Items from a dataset
════════════════════

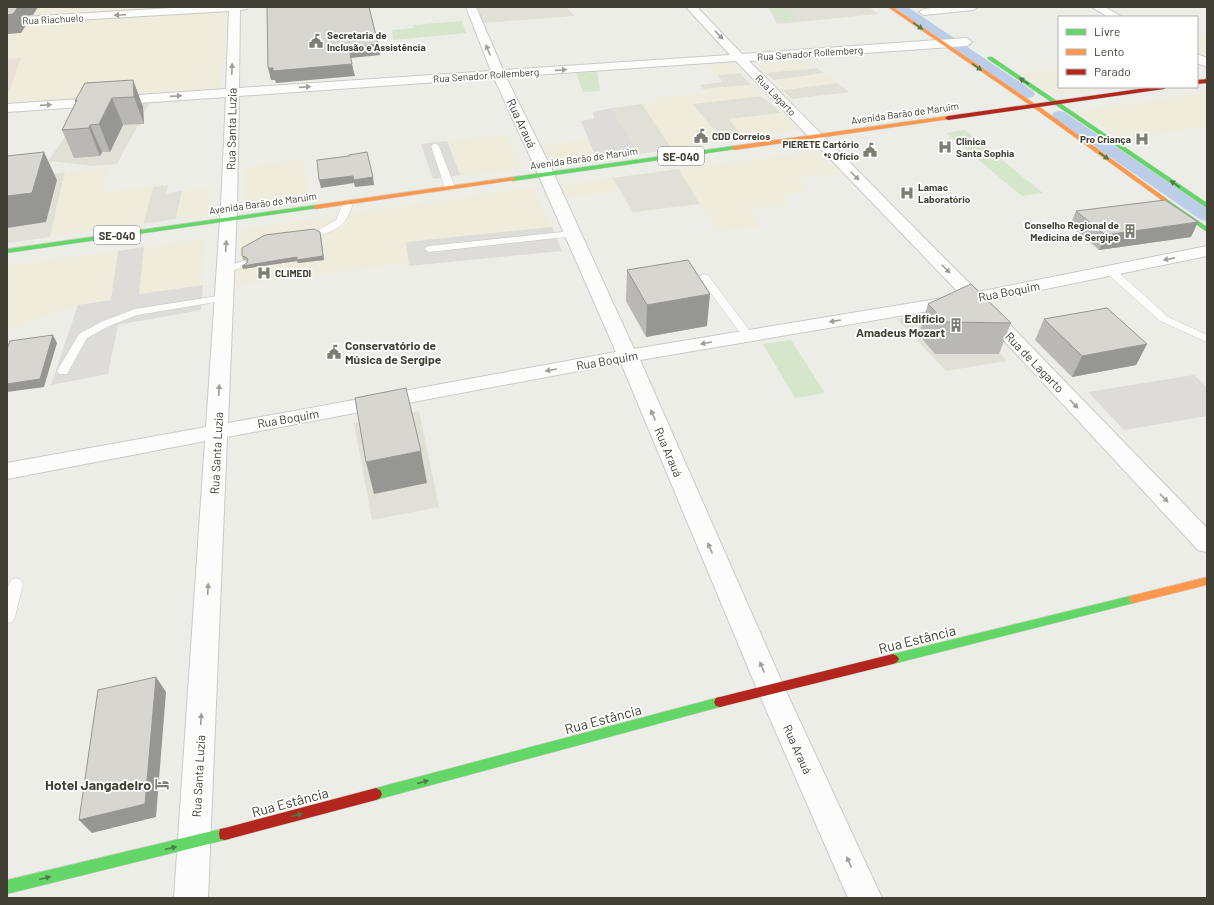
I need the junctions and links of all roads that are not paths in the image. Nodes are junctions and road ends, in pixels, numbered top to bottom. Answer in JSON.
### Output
{"nodes":[{"id":1,"x":238,"y":7,"type":"edge"},
{"id":2,"x":471,"y":7,"type":"edge"},
{"id":3,"x":692,"y":7,"type":"edge"},
{"id":4,"x":890,"y":7,"type":"edge"},
{"id":5,"x":973,"y":7,"type":"edge"},
{"id":6,"x":1097,"y":7,"type":"edge"},
{"id":7,"x":920,"y":10,"type":"edge"},
{"id":8,"x":1114,"y":16,"type":"edge"},
{"id":9,"x":7,"y":21,"type":"edge"},
{"id":10,"x":936,"y":21,"type":"dead end"},
{"id":11,"x":958,"y":42,"type":"junction"},
{"id":12,"x":984,"y":54,"type":"dead end"},
{"id":13,"x":740,"y":58,"type":"junction"},
{"id":14,"x":1198,"y":58,"type":"edge"},
{"id":15,"x":1207,"y":63,"type":"edge"},
{"id":16,"x":498,"y":74,"type":"junction"},
{"id":17,"x":1158,"y":88,"type":"edge"},
{"id":18,"x":232,"y":92,"type":"junction"},
{"id":19,"x":1059,"y":104,"type":"junction"},
{"id":20,"x":1036,"y":107,"type":"junction"},
{"id":21,"x":7,"y":108,"type":"edge"},
{"id":22,"x":822,"y":143,"type":"junction"},
{"id":23,"x":435,"y":146,"type":"dead end"},
{"id":24,"x":546,"y":174,"type":"junction"},
{"id":25,"x":450,"y":188,"type":"junction"},
{"id":26,"x":348,"y":203,"type":"junction"},
{"id":27,"x":1207,"y":206,"type":"edge"},
{"id":28,"x":228,"y":220,"type":"junction"},
{"id":29,"x":1207,"y":230,"type":"edge"},
{"id":30,"x":321,"y":232,"type":"edge"},
{"id":31,"x":572,"y":234,"type":"junction"},
{"id":32,"x":429,"y":250,"type":"dead end"},
{"id":33,"x":7,"y":251,"type":"edge"},
{"id":34,"x":1207,"y":251,"type":"edge"},
{"id":35,"x":1108,"y":271,"type":"junction"},
{"id":36,"x":704,"y":277,"type":"dead end"},
{"id":37,"x":224,"y":298,"type":"junction"},
{"id":38,"x":974,"y":298,"type":"junction"},
{"id":39,"x":748,"y":336,"type":"junction"},
{"id":40,"x":1207,"y":339,"type":"edge"},
{"id":41,"x":628,"y":356,"type":"junction"},
{"id":42,"x":63,"y":371,"type":"dead end"},
{"id":43,"x":217,"y":431,"type":"junction"},
{"id":44,"x":7,"y":471,"type":"edge"},
{"id":45,"x":1207,"y":543,"type":"edge"},
{"id":46,"x":1207,"y":581,"type":"edge"},
{"id":47,"x":16,"y":584,"type":"dead end"},
{"id":48,"x":7,"y":617,"type":"edge"},
{"id":49,"x":771,"y":690,"type":"junction"},
{"id":50,"x":194,"y":842,"type":"junction"},
{"id":51,"x":7,"y":887,"type":"edge"},
{"id":52,"x":191,"y":898,"type":"edge"},
{"id":53,"x":865,"y":898,"type":"edge"}],
"edges":[{"from":1,"to":9,"type":"street","name":"Rua Riachuelo","one_way":true},
{"from":18,"to":1,"type":"street","name":"Rua Santa Luzia","one_way":true},
{"from":16,"to":2,"type":"street","name":"Rua Arauá","one_way":true},
{"from":3,"to":13,"type":"street","name":"Rua Lagarto","one_way":true},
{"from":4,"to":11,"type":"street","one_way":true},
{"from":5,"to":7,"type":"street"},
{"from":6,"to":8,"type":"street"},
{"from":7,"to":10,"type":"street"},
{"from":11,"to":13,"type":"street","name":"Rua Senador Rollemberg"},
{"from":11,"to":20,"type":"street","one_way":true},
{"from":19,"to":12,"type":"street","one_way":true},
{"from":16,"to":13,"type":"street","name":"Rua Senador Rollemberg","one_way":true},
{"from":13,"to":22,"type":"street","name":"Rua Lagarto"},
{"from":14,"to":15,"type":"street"},
{"from":18,"to":16,"type":"street","name":"Rua Senador Rollemberg","one_way":true},
{"from":16,"to":24,"type":"street","name":"Rua Arauá"},
{"from":17,"to":19,"type":"street","name":"Avenida Barão de Maruim"},
{"from":21,"to":18,"type":"street","name":"Rua Senador Rollemberg","one_way":true},
{"from":18,"to":28,"type":"street","name":"Rua Santa Luzia"},
{"from":19,"to":20,"type":"street","name":"Avenida Barão de Maruim"},
{"from":27,"to":19,"type":"street","one_way":true},
{"from":20,"to":22,"type":"street","name":"Avenida Barão de Maruim","number":"SE-040"},
{"from":20,"to":29,"type":"street","one_way":true},
{"from":22,"to":24,"type":"street","name":"Avenida Barão de Maruim","number":"SE-040"},
{"from":22,"to":38,"type":"street","name":"Rua de Lagarto","one_way":true},
{"from":23,"to":25,"type":"lane"},
{"from":24,"to":25,"type":"street","name":"Avenida Barão de Maruim","number":"SE-040"},
{"from":24,"to":31,"type":"street","name":"Rua Arauá"},
{"from":25,"to":26,"type":"street","name":"Avenida Barão de Maruim","number":"SE-040"},
{"from":26,"to":28,"type":"street","name":"Avenida Barão de Maruim","number":"SE-040"},
{"from":26,"to":30,"type":"lane"},
{"from":28,"to":33,"type":"street","name":"Avenida Barão de Maruim","number":"SE-040"},
{"from":37,"to":28,"type":"street","name":"Rua Santa Luzia","one_way":true},
{"from":31,"to":32,"type":"lane"},
{"from":31,"to":41,"type":"street","name":"Rua Arauá"},
{"from":34,"to":35,"type":"street","name":"Rua Boquim","one_way":true},
{"from":35,"to":38,"type":"street","name":"Rua Boquim"},
{"from":35,"to":40,"type":"lane"},
{"from":36,"to":39,"type":"lane"},
{"from":37,"to":42,"type":"lane"},
{"from":43,"to":37,"type":"street","name":"Rua Santa Luzia","one_way":true},
{"from":38,"to":39,"type":"street","name":"Rua Boquim","one_way":true},
{"from":38,"to":45,"type":"street","name":"Rua de Lagarto","one_way":true},
{"from":39,"to":41,"type":"street","name":"Rua Boquim","one_way":true},
{"from":41,"to":43,"type":"street","name":"Rua Boquim","one_way":true},
{"from":49,"to":41,"type":"street","name":"Rua Arauá","one_way":true},
{"from":43,"to":44,"type":"street","name":"Rua Boquim"},
{"from":50,"to":43,"type":"street","name":"Rua Santa Luzia","one_way":true},
{"from":46,"to":49,"type":"street","name":"Rua Estância"},
{"from":47,"to":48,"type":"lane"},
{"from":50,"to":49,"type":"street","name":"Rua Estância","one_way":true},
{"from":53,"to":49,"type":"street","name":"Rua Arauá","one_way":true},
{"from":51,"to":50,"type":"street","name":"Rua Estância","one_way":true},
{"from":50,"to":52,"type":"street","name":"Rua Santa Luzia"}]}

════════════════════

**Work instruction**. For the data above, return an exact copy that contains no pictures.

**Solution to the problem**.
I need the junctions and links of all roads that are not paths in the image. Nodes are junctions and road ends, in pixels, numbered top to bottom. Answer in JSON.
### Output
{"nodes":[{"id":1,"x":238,"y":7,"type":"edge"},
{"id":2,"x":471,"y":7,"type":"edge"},
{"id":3,"x":692,"y":7,"type":"edge"},
{"id":4,"x":890,"y":7,"type":"edge"},
{"id":5,"x":973,"y":7,"type":"edge"},
{"id":6,"x":1097,"y":7,"type":"edge"},
{"id":7,"x":920,"y":10,"type":"edge"},
{"id":8,"x":1114,"y":16,"type":"edge"},
{"id":9,"x":7,"y":21,"type":"edge"},
{"id":10,"x":936,"y":21,"type":"dead end"},
{"id":11,"x":958,"y":42,"type":"junction"},
{"id":12,"x":984,"y":54,"type":"dead end"},
{"id":13,"x":740,"y":58,"type":"junction"},
{"id":14,"x":1198,"y":58,"type":"edge"},
{"id":15,"x":1207,"y":63,"type":"edge"},
{"id":16,"x":498,"y":74,"type":"junction"},
{"id":17,"x":1158,"y":88,"type":"edge"},
{"id":18,"x":232,"y":92,"type":"junction"},
{"id":19,"x":1059,"y":104,"type":"junction"},
{"id":20,"x":1036,"y":107,"type":"junction"},
{"id":21,"x":7,"y":108,"type":"edge"},
{"id":22,"x":822,"y":143,"type":"junction"},
{"id":23,"x":435,"y":146,"type":"dead end"},
{"id":24,"x":546,"y":174,"type":"junction"},
{"id":25,"x":450,"y":188,"type":"junction"},
{"id":26,"x":348,"y":203,"type":"junction"},
{"id":27,"x":1207,"y":206,"type":"edge"},
{"id":28,"x":228,"y":220,"type":"junction"},
{"id":29,"x":1207,"y":230,"type":"edge"},
{"id":30,"x":321,"y":232,"type":"edge"},
{"id":31,"x":572,"y":234,"type":"junction"},
{"id":32,"x":429,"y":250,"type":"dead end"},
{"id":33,"x":7,"y":251,"type":"edge"},
{"id":34,"x":1207,"y":251,"type":"edge"},
{"id":35,"x":1108,"y":271,"type":"junction"},
{"id":36,"x":704,"y":277,"type":"dead end"},
{"id":37,"x":224,"y":298,"type":"junction"},
{"id":38,"x":974,"y":298,"type":"junction"},
{"id":39,"x":748,"y":336,"type":"junction"},
{"id":40,"x":1207,"y":339,"type":"edge"},
{"id":41,"x":628,"y":356,"type":"junction"},
{"id":42,"x":63,"y":371,"type":"dead end"},
{"id":43,"x":217,"y":431,"type":"junction"},
{"id":44,"x":7,"y":471,"type":"edge"},
{"id":45,"x":1207,"y":543,"type":"edge"},
{"id":46,"x":1207,"y":581,"type":"edge"},
{"id":47,"x":16,"y":584,"type":"dead end"},
{"id":48,"x":7,"y":617,"type":"edge"},
{"id":49,"x":771,"y":690,"type":"junction"},
{"id":50,"x":194,"y":842,"type":"junction"},
{"id":51,"x":7,"y":887,"type":"edge"},
{"id":52,"x":191,"y":898,"type":"edge"},
{"id":53,"x":865,"y":898,"type":"edge"}],
"edges":[{"from":1,"to":9,"type":"street","name":"Rua Riachuelo","one_way":true},
{"from":18,"to":1,"type":"street","name":"Rua Santa Luzia","one_way":true},
{"from":16,"to":2,"type":"street","name":"Rua Arauá","one_way":true},
{"from":3,"to":13,"type":"street","name":"Rua Lagarto","one_way":true},
{"from":4,"to":11,"type":"street","one_way":true},
{"from":5,"to":7,"type":"street"},
{"from":6,"to":8,"type":"street"},
{"from":7,"to":10,"type":"street"},
{"from":11,"to":13,"type":"street","name":"Rua Senador Rollemberg"},
{"from":11,"to":20,"type":"street","one_way":true},
{"from":19,"to":12,"type":"street","one_way":true},
{"from":16,"to":13,"type":"street","name":"Rua Senador Rollemberg","one_way":true},
{"from":13,"to":22,"type":"street","name":"Rua Lagarto"},
{"from":14,"to":15,"type":"street"},
{"from":18,"to":16,"type":"street","name":"Rua Senador Rollemberg","one_way":true},
{"from":16,"to":24,"type":"street","name":"Rua Arauá"},
{"from":17,"to":19,"type":"street","name":"Avenida Barão de Maruim"},
{"from":21,"to":18,"type":"street","name":"Rua Senador Rollemberg","one_way":true},
{"from":18,"to":28,"type":"street","name":"Rua Santa Luzia"},
{"from":19,"to":20,"type":"street","name":"Avenida Barão de Maruim"},
{"from":27,"to":19,"type":"street","one_way":true},
{"from":20,"to":22,"type":"street","name":"Avenida Barão de Maruim","number":"SE-040"},
{"from":20,"to":29,"type":"street","one_way":true},
{"from":22,"to":24,"type":"street","name":"Avenida Barão de Maruim","number":"SE-040"},
{"from":22,"to":38,"type":"street","name":"Rua de Lagarto","one_way":true},
{"from":23,"to":25,"type":"lane"},
{"from":24,"to":25,"type":"street","name":"Avenida Barão de Maruim","number":"SE-040"},
{"from":24,"to":31,"type":"street","name":"Rua Arauá"},
{"from":25,"to":26,"type":"street","name":"Avenida Barão de Maruim","number":"SE-040"},
{"from":26,"to":28,"type":"street","name":"Avenida Barão de Maruim","number":"SE-040"},
{"from":26,"to":30,"type":"lane"},
{"from":28,"to":33,"type":"street","name":"Avenida Barão de Maruim","number":"SE-040"},
{"from":37,"to":28,"type":"street","name":"Rua Santa Luzia","one_way":true},
{"from":31,"to":32,"type":"lane"},
{"from":31,"to":41,"type":"street","name":"Rua Arauá"},
{"from":34,"to":35,"type":"street","name":"Rua Boquim","one_way":true},
{"from":35,"to":38,"type":"street","name":"Rua Boquim"},
{"from":35,"to":40,"type":"lane"},
{"from":36,"to":39,"type":"lane"},
{"from":37,"to":42,"type":"lane"},
{"from":43,"to":37,"type":"street","name":"Rua Santa Luzia","one_way":true},
{"from":38,"to":39,"type":"street","name":"Rua Boquim","one_way":true},
{"from":38,"to":45,"type":"street","name":"Rua de Lagarto","one_way":true},
{"from":39,"to":41,"type":"street","name":"Rua Boquim","one_way":true},
{"from":41,"to":43,"type":"street","name":"Rua Boquim","one_way":true},
{"from":49,"to":41,"type":"street","name":"Rua Arauá","one_way":true},
{"from":43,"to":44,"type":"street","name":"Rua Boquim"},
{"from":50,"to":43,"type":"street","name":"Rua Santa Luzia","one_way":true},
{"from":46,"to":49,"type":"street","name":"Rua Estância"},
{"from":47,"to":48,"type":"lane"},
{"from":50,"to":49,"type":"street","name":"Rua Estância","one_way":true},
{"from":53,"to":49,"type":"street","name":"Rua Arauá","one_way":true},
{"from":51,"to":50,"type":"street","name":"Rua Estância","one_way":true},
{"from":50,"to":52,"type":"street","name":"Rua Santa Luzia"}]}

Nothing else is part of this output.